Is it possible that Dartmouth Trustee Susan Dentzer '77 just has no tact? It can't be! After all, she is a well-respected correspondent for The News Hour with Jim Lehrer on PBS, so she has obviously learned to choose her words carefully at some point along the way. Maybe she just doesn't get it ...
For those of you who are completely lost right now, I am referring to Trustee Dentzer's newest soundbite (referring to the Student Assembly's recommendation of Kyle Roderick '99 for appointment to the Steering Committee): "It weighed. I can't say it weighed heavily." This after April's "the Trustees own the College." (which wisdom she shared with those in Collis Common Ground last Saturday in response to a student question about how the Trustees were planning to better involve students in College decision-making). Incidentally, both are currently vying with "this is not a democracy" for honors as Trustee Dentzer's most ill-thought-out and, coincidentally, most oft-quoted declaration.
According to Webster's New World Dictionary, the word "trustee" is defined as: "a person to whom another's property or the management of another's property is entrusted." Makes sense. A trustee is someone who is entrusted to manage an entity owned by someone else, or, in the case of Dartmouth, lots of someone elses. Ergo, by definition, the trustee (read this sentence closely Susan) cannot be the owner of the college with which she is entrusted. Perhaps then she should give some degree of weight to the carefully considered recommendations of others.
We have a mystery on our hands. Who, then, if not the Trustees, owns Dartmouth? I would humbly argue that Dartmouth College is an institution so special and so unique, and one which has impacted so greatly the lives of so many special men and women, that it cannot be owned by any single person ... nor by any group of 16 for that matter (yes, Susan, I mean the Board).
The structure of the Board of Trustees may have confused Trustee Dentzer somewhat. Since the seven "Charter Trustees" are nominated and confirmed within the Board itself, the seven "Alumni Trustees" are elected by the alumni but confirmed by the Board itself, and the President is chosen by the Board, Governor Jeanne Shaheen holds the only Trustee position out of 16 over which Trustee Dentzer doesn't have a direct say. Perhaps, then, it was this system through which the true owners of the College grant the Board near-absolute power, which confused Trustee Dentzer into her delusion of grandeur.

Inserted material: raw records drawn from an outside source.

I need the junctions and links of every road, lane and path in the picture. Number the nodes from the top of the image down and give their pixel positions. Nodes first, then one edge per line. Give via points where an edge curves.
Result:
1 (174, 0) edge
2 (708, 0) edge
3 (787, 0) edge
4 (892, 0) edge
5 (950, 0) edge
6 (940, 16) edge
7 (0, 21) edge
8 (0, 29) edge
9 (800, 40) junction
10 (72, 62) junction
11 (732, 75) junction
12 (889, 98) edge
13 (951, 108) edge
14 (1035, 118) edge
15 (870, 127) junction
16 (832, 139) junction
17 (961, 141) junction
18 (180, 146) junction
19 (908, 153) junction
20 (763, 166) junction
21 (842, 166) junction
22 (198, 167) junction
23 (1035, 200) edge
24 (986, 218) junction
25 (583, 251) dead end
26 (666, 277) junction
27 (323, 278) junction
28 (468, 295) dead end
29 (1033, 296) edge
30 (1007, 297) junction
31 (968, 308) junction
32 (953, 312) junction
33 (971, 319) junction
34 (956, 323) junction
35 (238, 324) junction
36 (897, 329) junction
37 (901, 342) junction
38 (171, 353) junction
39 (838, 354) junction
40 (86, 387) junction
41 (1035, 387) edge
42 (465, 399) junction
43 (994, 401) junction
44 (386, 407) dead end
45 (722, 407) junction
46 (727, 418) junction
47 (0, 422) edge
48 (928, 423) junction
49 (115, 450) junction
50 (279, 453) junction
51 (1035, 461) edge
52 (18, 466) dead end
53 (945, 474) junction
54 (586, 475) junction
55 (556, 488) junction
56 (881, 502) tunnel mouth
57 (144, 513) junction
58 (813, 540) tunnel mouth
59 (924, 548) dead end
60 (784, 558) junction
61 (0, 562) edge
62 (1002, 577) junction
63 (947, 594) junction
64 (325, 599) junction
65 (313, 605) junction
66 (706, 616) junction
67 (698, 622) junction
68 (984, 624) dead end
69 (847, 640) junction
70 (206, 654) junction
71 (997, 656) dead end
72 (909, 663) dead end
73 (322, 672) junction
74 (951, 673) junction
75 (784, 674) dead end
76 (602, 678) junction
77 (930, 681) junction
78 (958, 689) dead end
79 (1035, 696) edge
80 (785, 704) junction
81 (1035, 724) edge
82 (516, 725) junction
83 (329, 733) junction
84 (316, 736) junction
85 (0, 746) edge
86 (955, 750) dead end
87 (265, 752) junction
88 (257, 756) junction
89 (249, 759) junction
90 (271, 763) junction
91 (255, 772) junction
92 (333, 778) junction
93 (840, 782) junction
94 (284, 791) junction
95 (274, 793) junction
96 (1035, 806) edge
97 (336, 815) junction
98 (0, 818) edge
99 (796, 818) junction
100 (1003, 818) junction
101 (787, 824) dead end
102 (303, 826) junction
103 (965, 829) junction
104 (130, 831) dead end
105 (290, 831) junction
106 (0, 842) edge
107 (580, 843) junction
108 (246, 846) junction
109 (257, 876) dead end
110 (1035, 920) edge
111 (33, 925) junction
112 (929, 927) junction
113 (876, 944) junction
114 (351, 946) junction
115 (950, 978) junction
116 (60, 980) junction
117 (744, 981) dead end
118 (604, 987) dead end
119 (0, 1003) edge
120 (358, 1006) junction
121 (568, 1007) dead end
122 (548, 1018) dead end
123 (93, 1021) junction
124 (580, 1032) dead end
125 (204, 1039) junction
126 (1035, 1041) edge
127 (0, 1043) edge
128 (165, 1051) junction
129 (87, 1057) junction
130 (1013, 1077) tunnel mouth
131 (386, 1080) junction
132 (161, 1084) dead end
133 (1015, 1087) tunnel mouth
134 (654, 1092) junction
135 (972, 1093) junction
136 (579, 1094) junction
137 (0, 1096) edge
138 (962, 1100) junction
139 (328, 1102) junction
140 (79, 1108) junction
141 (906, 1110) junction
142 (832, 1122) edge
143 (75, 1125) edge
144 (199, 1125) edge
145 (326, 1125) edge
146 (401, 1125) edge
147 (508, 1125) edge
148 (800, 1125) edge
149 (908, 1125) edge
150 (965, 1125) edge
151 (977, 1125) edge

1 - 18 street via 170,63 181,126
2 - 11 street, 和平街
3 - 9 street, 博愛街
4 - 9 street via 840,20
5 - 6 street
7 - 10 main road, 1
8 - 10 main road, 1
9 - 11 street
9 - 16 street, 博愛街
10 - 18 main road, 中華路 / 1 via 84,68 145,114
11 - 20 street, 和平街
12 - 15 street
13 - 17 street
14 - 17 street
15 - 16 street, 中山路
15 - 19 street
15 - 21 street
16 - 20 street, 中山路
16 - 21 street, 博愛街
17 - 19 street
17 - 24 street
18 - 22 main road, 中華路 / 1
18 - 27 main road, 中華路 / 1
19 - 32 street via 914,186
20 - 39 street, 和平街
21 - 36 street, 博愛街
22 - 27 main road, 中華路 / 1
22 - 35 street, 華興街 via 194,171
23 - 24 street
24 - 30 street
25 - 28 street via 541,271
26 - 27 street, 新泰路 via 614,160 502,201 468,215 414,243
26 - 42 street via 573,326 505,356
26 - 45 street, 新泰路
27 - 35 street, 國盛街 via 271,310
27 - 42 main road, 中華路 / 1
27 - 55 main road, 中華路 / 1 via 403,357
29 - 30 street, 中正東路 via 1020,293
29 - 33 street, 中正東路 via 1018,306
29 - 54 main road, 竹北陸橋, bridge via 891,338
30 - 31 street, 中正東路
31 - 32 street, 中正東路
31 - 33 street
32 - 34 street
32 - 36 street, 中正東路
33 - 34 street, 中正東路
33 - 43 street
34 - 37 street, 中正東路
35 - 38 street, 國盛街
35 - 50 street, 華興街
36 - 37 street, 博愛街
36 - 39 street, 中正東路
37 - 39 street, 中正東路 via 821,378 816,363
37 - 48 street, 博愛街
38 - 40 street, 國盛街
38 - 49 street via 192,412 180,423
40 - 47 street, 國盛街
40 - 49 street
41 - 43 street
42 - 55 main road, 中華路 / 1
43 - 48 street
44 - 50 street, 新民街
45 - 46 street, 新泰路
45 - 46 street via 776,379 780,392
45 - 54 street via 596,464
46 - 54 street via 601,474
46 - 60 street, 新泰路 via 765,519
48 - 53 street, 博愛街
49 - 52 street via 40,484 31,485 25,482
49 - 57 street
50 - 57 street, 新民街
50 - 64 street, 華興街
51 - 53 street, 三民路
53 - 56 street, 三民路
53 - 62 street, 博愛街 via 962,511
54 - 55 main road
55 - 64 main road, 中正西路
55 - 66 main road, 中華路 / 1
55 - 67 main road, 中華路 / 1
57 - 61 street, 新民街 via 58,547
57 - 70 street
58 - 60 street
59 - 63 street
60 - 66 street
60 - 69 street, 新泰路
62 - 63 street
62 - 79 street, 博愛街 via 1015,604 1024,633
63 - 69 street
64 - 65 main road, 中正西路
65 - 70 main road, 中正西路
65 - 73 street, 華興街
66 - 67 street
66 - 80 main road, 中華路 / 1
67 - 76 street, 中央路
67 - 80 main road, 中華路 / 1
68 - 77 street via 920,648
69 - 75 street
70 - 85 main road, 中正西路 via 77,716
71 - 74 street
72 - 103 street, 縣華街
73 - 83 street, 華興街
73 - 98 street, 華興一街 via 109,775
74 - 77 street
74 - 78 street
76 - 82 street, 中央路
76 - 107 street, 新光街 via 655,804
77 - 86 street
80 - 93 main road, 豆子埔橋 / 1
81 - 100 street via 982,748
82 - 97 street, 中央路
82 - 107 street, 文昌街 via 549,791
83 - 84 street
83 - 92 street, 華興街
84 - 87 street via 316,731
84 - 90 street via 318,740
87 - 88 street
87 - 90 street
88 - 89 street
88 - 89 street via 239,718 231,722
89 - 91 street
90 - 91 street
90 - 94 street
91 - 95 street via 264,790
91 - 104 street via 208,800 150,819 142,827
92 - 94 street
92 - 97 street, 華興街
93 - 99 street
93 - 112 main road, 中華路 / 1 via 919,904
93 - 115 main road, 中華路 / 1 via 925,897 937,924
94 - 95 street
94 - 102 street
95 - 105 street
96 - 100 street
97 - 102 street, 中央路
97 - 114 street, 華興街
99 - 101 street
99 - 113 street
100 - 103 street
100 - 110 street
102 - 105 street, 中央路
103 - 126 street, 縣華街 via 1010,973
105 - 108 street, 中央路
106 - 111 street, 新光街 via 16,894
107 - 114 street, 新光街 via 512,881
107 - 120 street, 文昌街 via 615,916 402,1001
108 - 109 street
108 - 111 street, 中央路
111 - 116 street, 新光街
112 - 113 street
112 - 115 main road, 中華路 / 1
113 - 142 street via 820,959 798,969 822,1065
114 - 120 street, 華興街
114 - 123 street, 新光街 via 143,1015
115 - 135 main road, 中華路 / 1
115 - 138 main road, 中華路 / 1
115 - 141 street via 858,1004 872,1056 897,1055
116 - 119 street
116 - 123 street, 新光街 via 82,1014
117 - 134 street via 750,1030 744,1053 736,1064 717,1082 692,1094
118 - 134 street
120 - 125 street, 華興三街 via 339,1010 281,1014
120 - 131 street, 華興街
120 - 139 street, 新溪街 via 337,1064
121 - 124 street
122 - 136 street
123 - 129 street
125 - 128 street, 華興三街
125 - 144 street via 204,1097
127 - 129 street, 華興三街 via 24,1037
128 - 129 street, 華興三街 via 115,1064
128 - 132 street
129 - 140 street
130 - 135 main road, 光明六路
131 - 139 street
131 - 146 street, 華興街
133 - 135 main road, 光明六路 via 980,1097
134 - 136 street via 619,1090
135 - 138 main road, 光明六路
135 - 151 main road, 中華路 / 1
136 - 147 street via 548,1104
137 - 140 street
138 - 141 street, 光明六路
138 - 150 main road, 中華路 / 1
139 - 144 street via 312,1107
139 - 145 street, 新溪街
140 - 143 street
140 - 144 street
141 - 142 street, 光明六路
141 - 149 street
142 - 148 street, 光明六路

A letter which appeared last month in the pages of this publication, in which a recent Dartmouth alumnus politely, yet firmly, sought to remind Trustee Dentzer and her fellow Board members (some of whom, in all fairness, hold differing views of the Board's role than does our dear Susan) that our Trustees are merely that: caretakers of the institution we all hold so dear. He eloquently argued that it is truly the many individuals who have walked and continue to walk Dartmouth's hallowed halls who truly own the institution. Perhaps some weight might be due their (our) considered opinions.
It is for the students and, as time passes, the alumni that Dartmouth truly exists. All of us who have made our mark on the College on the Hill and on whom its mark has been indelibly left are the true owners of our beloved Dartmouth. In that spirit, our friend Trustee Dentzer can indeed claim ownership of the College, but not as a Trustee. Rather, the mark Dartmouth made on her as a student and now as an alumna cedes to her a more immutable claim of ownership than does any membership on any Board. The fact that her co-owners around the country and the world have entrusted her to protect and nurture the institution represents not a grant of power, but a yoke of responsibility.
Certainly Dartmouth is not at present a democracy. Perhaps it should not be, although that is a point which I am not willing to concede just yet. But for goodness sake Susan, don't ever again forget that you are merely our caretaker, that all of Dartmouth's sons and daughters - students both past and present - hold precious our legitimate ownership of the College on the Hill, that our serious-minded recommendations about the future of the College and those who will have influence over it deserve to be weighed heavily in your decisions.
For our sakes and for the sake of the College we all love, I sincerely hope that our friend Susan needs only a competent public relations consultant, and not a stern reminder on the nature of the sacred trust which we have all placed in her and in her Trustee comrades.